Die weinig conventionele relatie zagen we ook al in bijvoorbeeld UTOPIA (1998), waarin Benning een collage van onherbergzame landschapsbeelden van Death Valley tot Mexico koppelt aan de integrale soundtrack van Richard Dindo’s documentairefilm Ernesto Che Guevara, the Bolivian Journal (1994), een reconstructie van de laatste twintig dagen van de revolutieleider in 1967.

En toch is deze film een (fysiek) boeiende ervaring, dankzij de subtiele wisselwerking tussen het invariabele beeld en een semantisch én akoestisch rijk auditief palet. Zo verwerkte Benning tussen de ruisende natuurgeluiden ook een uitgekiende field recording van een helicoptergeluid: een infiltratie die vanzelf de verschrikking voelbaar maakt die Kaczynski ervoer door de steeds verder oprukkende verstedelijking.

Niet alleen het geluid, ook de duurtijd transformeert de ervaring van het beeld. Als Benning zijn recitatie van Kaczynski’s beeldende of politiek-militante teksten plots voor vijftien minuten onderbreekt, creëert dat in de kijkervaring een lang contemplatief nabeeld dat resoneert met het introspectieve landschap. Er gaat een geladen spanning van uit.

Weg van de massamedia

Jezelf afzonderen van de dagelijkse maalstroom is bij Benning meer dan louter een fysieke daad. Met zijn absolute (‘ontleegde’) beelden plaatst hij zich buiten de eenzijdige en fundamenteel vergeetachtige dagelijkse waan van de media. Zijn radicale vormtaal stelt daarmee niet enkel een esthetisch, maar ook een politiek gebaar: hij doet anders kijken. Door beelden in conventionele zin uit te bannen en tegelijk te streven naar de visuele nulgraad, herovert hij paradoxaal genoeg een andersoortige zichtbaarheid, tegen de gangbare media- en filmconventies in.
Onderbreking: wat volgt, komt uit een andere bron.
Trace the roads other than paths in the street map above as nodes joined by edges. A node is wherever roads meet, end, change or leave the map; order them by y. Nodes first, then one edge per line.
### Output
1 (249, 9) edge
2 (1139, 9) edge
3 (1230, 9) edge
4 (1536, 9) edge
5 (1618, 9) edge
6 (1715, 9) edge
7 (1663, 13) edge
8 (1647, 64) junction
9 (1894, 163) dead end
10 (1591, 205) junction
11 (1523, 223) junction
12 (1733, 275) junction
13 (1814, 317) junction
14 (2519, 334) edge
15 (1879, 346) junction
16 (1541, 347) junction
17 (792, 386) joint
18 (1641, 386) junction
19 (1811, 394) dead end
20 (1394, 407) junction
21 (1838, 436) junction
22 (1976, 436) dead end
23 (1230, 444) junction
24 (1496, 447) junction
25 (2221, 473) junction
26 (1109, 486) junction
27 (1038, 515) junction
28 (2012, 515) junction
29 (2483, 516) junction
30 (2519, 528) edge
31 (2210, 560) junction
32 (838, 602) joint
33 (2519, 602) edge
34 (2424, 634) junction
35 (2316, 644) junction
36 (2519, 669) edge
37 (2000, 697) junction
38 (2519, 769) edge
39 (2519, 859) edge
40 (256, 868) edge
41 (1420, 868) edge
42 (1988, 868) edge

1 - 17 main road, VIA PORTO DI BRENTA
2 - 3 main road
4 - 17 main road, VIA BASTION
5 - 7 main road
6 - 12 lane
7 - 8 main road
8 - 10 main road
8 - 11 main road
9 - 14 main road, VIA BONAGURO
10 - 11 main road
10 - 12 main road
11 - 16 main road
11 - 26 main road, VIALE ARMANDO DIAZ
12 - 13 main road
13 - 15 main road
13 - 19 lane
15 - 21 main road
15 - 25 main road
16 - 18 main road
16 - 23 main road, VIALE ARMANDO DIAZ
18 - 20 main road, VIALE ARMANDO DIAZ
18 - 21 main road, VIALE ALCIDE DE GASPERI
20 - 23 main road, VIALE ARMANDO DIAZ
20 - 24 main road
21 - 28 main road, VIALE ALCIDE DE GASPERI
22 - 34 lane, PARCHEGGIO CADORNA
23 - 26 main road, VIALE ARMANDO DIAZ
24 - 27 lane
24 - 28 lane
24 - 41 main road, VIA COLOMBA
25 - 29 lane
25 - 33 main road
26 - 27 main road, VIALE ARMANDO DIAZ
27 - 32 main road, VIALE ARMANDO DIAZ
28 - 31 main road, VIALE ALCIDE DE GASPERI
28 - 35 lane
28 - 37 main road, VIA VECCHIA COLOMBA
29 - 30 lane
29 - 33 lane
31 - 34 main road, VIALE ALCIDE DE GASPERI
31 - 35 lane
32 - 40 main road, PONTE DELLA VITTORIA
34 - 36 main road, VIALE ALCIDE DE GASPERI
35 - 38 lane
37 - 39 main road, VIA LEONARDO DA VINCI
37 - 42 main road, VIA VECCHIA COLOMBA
Neem hoe die media het geval Kaczynski in beeld brachten. Hun verslaggeving over zijn bomaanslagen, zijn manifest en zijn arrestatie in 1996 beantwoordden perfect aan de wetten van het infotainment: de realiteit wordt gesimplificeerd en eendimensionaal vertekend, context en achtergrond worden gediscrimineerd. Samen leidt dat tot een vorm van blindheid die abstractie maakt van elke vorm van argumentatie – hoe irrationeel die van Kaczynski in eerste instantie ook lijkt. De werkelijkheid, per definitie complex, blijft steevast buiten beeld.
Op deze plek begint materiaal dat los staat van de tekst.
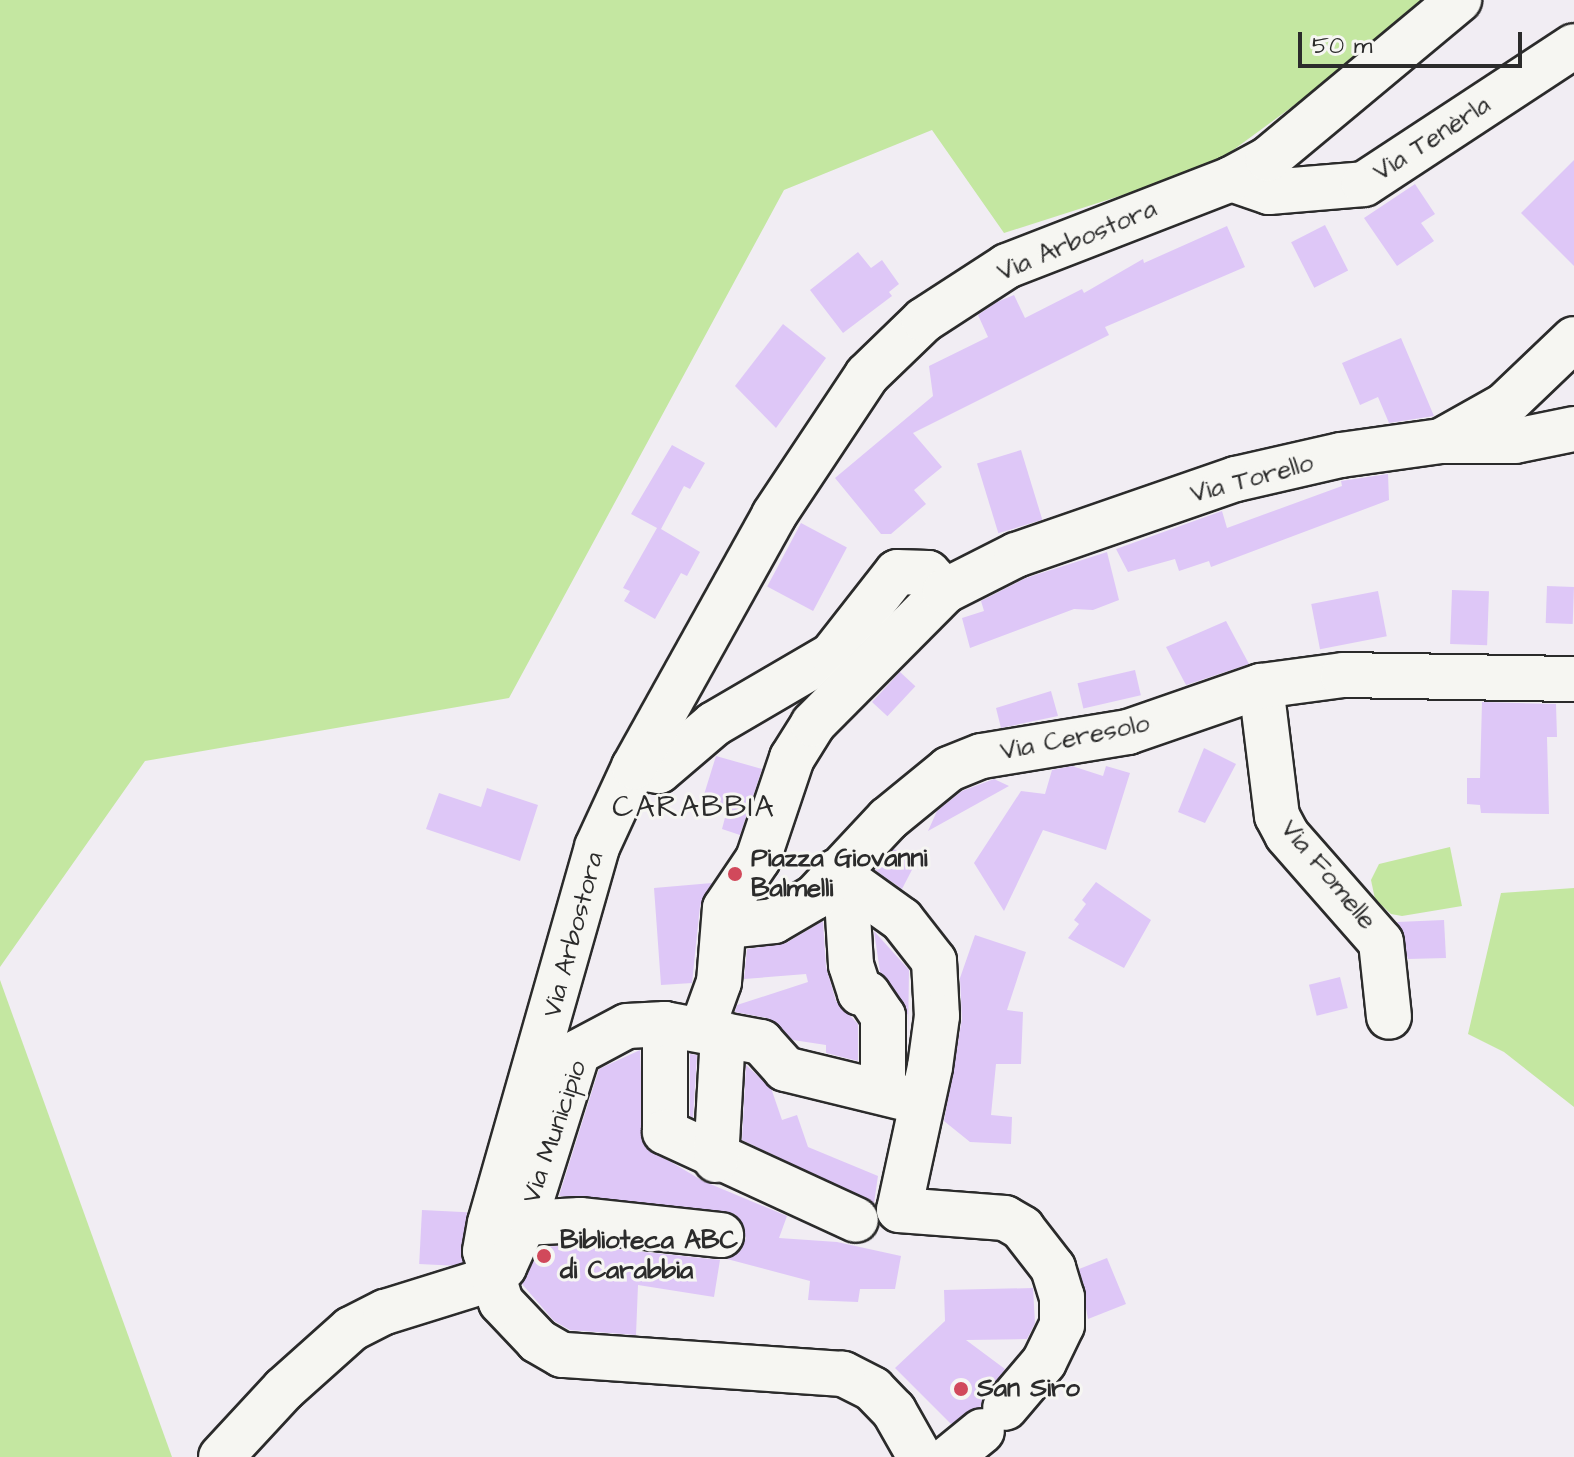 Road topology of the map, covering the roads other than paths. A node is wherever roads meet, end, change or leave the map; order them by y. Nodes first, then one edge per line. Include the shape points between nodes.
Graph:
1 (1459, 0) edge
2 (1574, 46) edge
3 (1231, 179) junction
4 (1574, 339) edge
5 (1574, 429) edge
6 (1441, 441) junction
7 (945, 591) junction
8 (1574, 679) edge
9 (1261, 686) junction
10 (634, 767) junction
11 (609, 817) junction
12 (834, 873) junction
13 (726, 926) junction
14 (1389, 1017) dead end
15 (697, 1029) junction
16 (578, 1052) junction
17 (901, 1097) junction
18 (716, 1160) junction
19 (856, 1220) dead end
20 (524, 1223) junction
21 (721, 1235) dead end
22 (491, 1279) junction
23 (979, 1432) edge
24 (221, 1457) edge
25 (920, 1457) edge

1 - 3 street, Via Arbostora via 1310,127
2 - 3 street, Via Tenèrla via 1364,184 1269,192
3 - 10 street, Via Arbostora via 1007,266 924,320 867,375 774,515
4 - 6 street via 1505,405
5 - 6 street, Via Torello via 1515,441
6 - 7 street, Via Torello via 1341,455 1236,479 1016,555
7 - 10 street via 928,573 897,572 832,655 714,724 659,771
7 - 13 street, Via Torello via 813,724 792,758 764,846 725,908
8 - 9 street, Via Ceresolo via 1343,675
9 - 12 street, Via Ceresolo via 1128,732 982,756 949,769
9 - 14 street, Via Fomelle via 1277,816 1287,835 1377,934
10 - 11 street, Via Arbostora
11 - 16 street via 615,855
11 - 22 street, Via Arbostora via 490,1223 485,1251
12 - 13 street, Via Ceresolo via 815,897 774,921
12 - 17 street via 847,899 851,965 860,993 868,994 883,1016
12 - 17 street via 902,920 932,952 937,1016
13 - 15 street via 719,982
15 - 16 street, Via Municipio via 627,1026
15 - 17 street, Via Municipio via 761,1042 785,1069
15 - 18 street
15 - 18 street via 665,1132
16 - 20 street, Via Municipio
17 - 23 street via 899,1210 1005,1218 1038,1246 1053,1268 1062,1297 1062,1325 1044,1362
18 - 19 street via 802,1191
20 - 21 street via 580,1220
20 - 22 street, Via Municipio via 504,1267
22 - 24 street via 385,1312 351,1329 284,1389
22 - 25 street, Via Arbostora via 517,1321 562,1355 843,1374 873,1389 894,1411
‘Kijk met je oren!’ zou het motto van Stemple Pass kunnen zijn.

Benning zoekt net die ruimtes op die de heersende media nooit zichtbaar maken, net zomin als de canonieke documentaire film met zijn narratief dwingende structuur en zijn illustratieve voice-over. Voor de complexiteit van Kaczynski’s denken, in het bijzonder zijn kernboodschap dat de technologische samenleving vernietigd moet worden vóór die ons vernietigt, prefereert hij een open-eindige vorm.

Tegenover de algehele relativiteit van beelden in de media zet hij een absoluut beeld als een mentaal ijkpunt, en dat kan niet anders dan extreem en minimalistisch zijn. Tegelijk verheft hij de massa op die zich buiten het kader bevindt. ‘Kijk met je oren!’ zou het motto van Stemple Pass kunnen zijn. Benning bewerkstelligt een nieuwe zichtbaarheid door de afwezigheid van of het gebrek aan ter zake doende beelden in de media via een bezonnen geluidsspoor te laten resoneren met een nulgraad van het beeld. Bij wijze van omkering maakt die nulgraad beelden juist opnieuw mogelijk: afwezigheid wordt – mentaal – aanwezig.
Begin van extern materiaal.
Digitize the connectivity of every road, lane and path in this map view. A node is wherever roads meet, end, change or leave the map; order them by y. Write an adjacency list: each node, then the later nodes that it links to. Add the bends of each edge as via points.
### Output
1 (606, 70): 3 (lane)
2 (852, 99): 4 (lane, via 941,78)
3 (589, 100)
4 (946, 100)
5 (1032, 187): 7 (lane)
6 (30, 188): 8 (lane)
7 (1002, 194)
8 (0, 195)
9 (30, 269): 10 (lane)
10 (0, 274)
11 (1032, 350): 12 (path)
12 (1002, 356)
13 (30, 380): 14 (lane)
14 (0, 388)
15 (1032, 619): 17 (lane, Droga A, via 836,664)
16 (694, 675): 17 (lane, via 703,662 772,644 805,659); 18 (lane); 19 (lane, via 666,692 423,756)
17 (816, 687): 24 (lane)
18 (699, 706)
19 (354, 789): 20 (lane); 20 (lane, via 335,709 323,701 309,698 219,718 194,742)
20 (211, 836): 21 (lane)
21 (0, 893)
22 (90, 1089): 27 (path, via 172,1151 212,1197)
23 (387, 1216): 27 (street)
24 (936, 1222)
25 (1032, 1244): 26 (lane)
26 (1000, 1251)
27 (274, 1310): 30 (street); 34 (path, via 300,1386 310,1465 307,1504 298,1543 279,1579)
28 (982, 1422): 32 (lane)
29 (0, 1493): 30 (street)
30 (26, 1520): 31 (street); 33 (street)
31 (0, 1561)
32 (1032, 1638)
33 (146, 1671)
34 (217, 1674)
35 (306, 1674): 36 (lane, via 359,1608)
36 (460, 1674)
Bennings werk kan dus niet los gezien worden van de massamediale conditie. Hoewel zijn methode fundamenteel verschilt van Kaczynski’s verzet tegen het industrieel-technologische complex, zijn ook zijn films en installaties vormen van afgrenzing, isolering en weerwoord. Steevast confronteren ze de kijker met de eigen conditie van het kijken, omdat – in tegenstelling tot doorsnee films of televisie – het medium in zijn werk niet oplost in wat het ons te zien geeft, maar zich als dusdanig toont.

Dat het beeld sterker is dan de realiteit – wie zou in de natuur dertig minuten star in één richting turen? – hoort bij het contract dat Benning aangaat met de kijker. In Stemple Pass kent hij een belangrijke plaats toe aan dat wat je niet ziet, maar wat als een interpretatief register aanwezig wordt gesteld via een bruggetje met het geluidsspoor. Het beeldkader wordt een denkkader. Het is het summum van autonomie. Van vrijheid.